**Data for this task:**
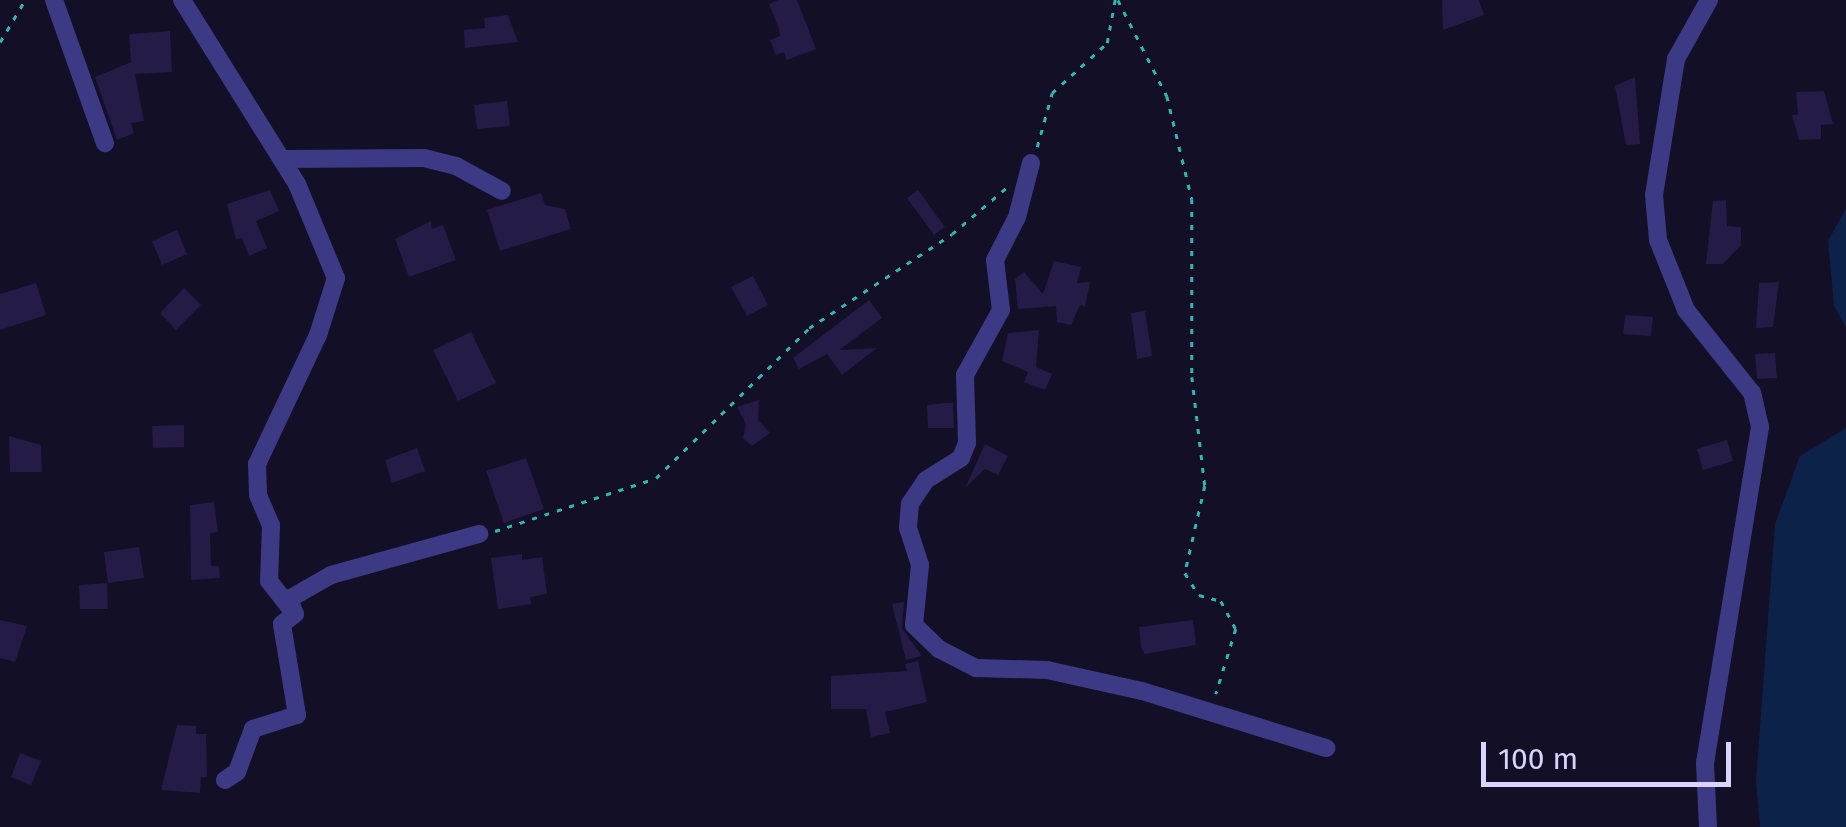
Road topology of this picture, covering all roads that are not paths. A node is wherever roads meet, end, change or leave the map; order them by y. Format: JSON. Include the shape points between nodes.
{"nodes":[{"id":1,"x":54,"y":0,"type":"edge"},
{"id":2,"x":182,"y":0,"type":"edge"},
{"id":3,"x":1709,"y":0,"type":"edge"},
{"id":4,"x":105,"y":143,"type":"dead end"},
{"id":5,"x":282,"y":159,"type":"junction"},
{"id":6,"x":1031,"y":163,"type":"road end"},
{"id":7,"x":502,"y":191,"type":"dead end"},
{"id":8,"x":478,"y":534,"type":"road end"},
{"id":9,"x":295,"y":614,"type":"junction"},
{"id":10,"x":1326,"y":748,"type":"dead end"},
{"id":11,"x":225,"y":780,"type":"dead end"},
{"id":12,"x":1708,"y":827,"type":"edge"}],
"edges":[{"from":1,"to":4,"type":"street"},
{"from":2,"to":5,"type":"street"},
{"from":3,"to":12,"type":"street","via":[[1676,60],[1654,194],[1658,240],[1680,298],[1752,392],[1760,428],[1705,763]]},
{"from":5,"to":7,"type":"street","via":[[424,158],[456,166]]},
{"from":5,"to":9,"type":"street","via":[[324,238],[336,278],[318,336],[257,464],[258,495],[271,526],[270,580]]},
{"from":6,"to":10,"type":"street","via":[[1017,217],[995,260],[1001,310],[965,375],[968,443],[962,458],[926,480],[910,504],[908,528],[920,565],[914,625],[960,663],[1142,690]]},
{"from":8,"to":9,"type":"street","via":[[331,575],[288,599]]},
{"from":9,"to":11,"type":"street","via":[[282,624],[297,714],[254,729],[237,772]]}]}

--

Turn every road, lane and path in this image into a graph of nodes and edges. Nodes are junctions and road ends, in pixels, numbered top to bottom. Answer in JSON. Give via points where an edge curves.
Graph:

* * *

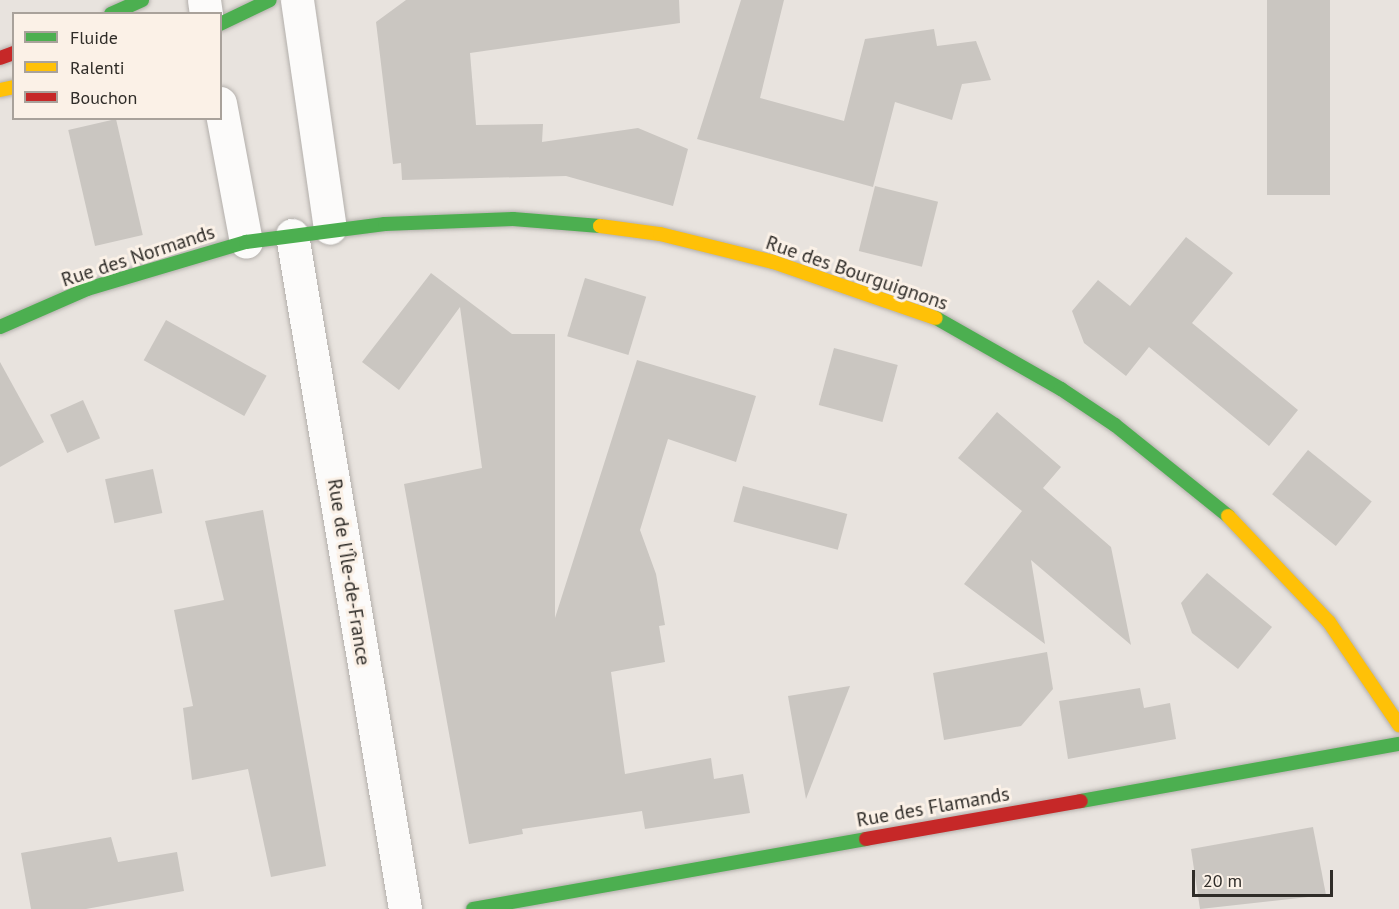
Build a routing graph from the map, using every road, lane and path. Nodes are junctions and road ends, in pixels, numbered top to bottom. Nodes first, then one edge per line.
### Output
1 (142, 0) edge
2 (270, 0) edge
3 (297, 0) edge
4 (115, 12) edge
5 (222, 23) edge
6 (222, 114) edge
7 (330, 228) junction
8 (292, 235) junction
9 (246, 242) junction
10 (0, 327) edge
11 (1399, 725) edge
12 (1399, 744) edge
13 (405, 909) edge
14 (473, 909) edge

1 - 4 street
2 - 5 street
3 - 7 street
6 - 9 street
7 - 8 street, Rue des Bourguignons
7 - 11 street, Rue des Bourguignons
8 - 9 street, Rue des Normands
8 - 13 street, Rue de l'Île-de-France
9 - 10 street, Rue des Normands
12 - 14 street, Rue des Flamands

**Goal of the exercise:** Throughout the material above, report each line holding the word "pixels".

**Result of the task:**
Turn every road, lane and path in this image into a graph of nodes and edges. Nodes are junctions and road ends, in pixels, numbered top to bottom. Answer in JSON. Give via points where an edge curves.
Build a routing graph from the map, using every road, lane and path. Nodes are junctions and road ends, in pixels, numbered top to bottom. Nodes first, then one edge per line.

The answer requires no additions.